Myocardial fibrosis plays a central role in the development of heart failure. It has been shown that recurrent exposure to subclinical lipopolysaccharide (LPS) increases mortality and induces cardiac fibrosis in mice, which is not mediated by the common renin-angiotensin system. LPS increased NADPH oxidase2 (NOX2) in isolated adult mouse cardiac fibroblasts and NOX2 may mediate LPS-induced cardiac fibrosis. Therefore, the current study was designed to delineate the role of NOX2 in LPS-induced fibrosis model and to investigate the preventive role of Tanshinone IIA (TIIA) on the development of cardiac fibrosis. The protective mechanism of TIIA was determined to be associated with the inhibition of NOX2, by comparing its effects with the NADPH oxidase inhibitor, apocynin.

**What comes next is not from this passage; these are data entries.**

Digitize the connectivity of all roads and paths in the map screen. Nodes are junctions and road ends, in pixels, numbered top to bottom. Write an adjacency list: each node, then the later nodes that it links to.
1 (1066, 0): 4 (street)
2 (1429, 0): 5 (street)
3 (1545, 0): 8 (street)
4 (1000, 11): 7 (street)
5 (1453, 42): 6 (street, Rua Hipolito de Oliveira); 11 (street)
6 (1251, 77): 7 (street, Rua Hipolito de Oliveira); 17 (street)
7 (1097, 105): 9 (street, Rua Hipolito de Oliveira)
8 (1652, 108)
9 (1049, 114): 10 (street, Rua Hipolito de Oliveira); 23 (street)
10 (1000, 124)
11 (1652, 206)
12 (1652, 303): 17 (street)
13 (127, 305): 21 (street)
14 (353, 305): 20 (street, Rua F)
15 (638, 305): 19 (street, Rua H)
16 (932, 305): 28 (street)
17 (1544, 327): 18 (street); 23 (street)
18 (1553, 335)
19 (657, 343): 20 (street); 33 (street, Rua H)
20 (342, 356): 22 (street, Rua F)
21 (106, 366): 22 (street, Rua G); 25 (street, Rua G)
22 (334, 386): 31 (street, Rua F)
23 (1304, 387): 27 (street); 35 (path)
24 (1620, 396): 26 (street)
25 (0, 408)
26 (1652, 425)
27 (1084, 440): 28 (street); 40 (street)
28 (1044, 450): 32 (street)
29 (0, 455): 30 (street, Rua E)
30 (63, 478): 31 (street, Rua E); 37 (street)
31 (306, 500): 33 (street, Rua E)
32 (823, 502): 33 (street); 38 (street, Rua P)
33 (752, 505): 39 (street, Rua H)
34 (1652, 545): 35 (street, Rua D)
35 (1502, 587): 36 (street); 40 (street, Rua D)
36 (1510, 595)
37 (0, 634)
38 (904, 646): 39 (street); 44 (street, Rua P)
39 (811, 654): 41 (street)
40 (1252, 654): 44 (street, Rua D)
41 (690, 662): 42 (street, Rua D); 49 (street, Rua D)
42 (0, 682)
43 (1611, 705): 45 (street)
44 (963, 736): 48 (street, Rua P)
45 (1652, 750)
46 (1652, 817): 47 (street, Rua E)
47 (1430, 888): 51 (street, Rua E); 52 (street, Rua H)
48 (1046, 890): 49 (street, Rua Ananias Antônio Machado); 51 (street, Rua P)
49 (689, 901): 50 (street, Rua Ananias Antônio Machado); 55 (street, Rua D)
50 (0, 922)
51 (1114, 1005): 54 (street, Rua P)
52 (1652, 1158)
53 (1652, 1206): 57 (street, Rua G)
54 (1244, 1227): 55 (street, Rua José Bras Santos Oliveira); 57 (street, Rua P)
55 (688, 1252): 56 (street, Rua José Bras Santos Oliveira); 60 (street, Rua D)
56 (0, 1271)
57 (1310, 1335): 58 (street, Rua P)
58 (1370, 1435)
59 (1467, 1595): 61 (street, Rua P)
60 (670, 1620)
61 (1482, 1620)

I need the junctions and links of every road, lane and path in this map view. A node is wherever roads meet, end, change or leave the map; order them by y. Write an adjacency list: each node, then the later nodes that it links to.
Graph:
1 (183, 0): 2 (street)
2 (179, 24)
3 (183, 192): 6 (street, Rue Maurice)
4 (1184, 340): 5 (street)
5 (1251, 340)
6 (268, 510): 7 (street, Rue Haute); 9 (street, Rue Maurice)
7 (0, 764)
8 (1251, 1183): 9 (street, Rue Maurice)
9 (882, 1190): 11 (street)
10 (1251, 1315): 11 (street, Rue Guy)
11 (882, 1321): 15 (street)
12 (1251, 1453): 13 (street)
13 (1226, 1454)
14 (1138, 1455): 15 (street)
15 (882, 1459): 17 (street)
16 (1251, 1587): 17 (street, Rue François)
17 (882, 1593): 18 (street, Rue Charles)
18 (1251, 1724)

The results revealed remarkable effects of apocynin and TIIA on attenuating the development of myocardial fibrosis and fibrosis-related genes and mediators. Furthermore, TIIA and apocynin decreased the expression of NADPH oxidase subunits (NOX2 and P67phox) expression and the ROS levels. The anti-fibrotic effect of apocynin suggested that NOX2 inhibition may be a potential preventive strategy for attenuating the progression of LPS-induced cardiac fibrosis. Our results demonstrate that TIIA may be a potent agent against subclinical LPS-induced cardiac fibrosis in mice partially via inhibition of NADPH oxidase 2.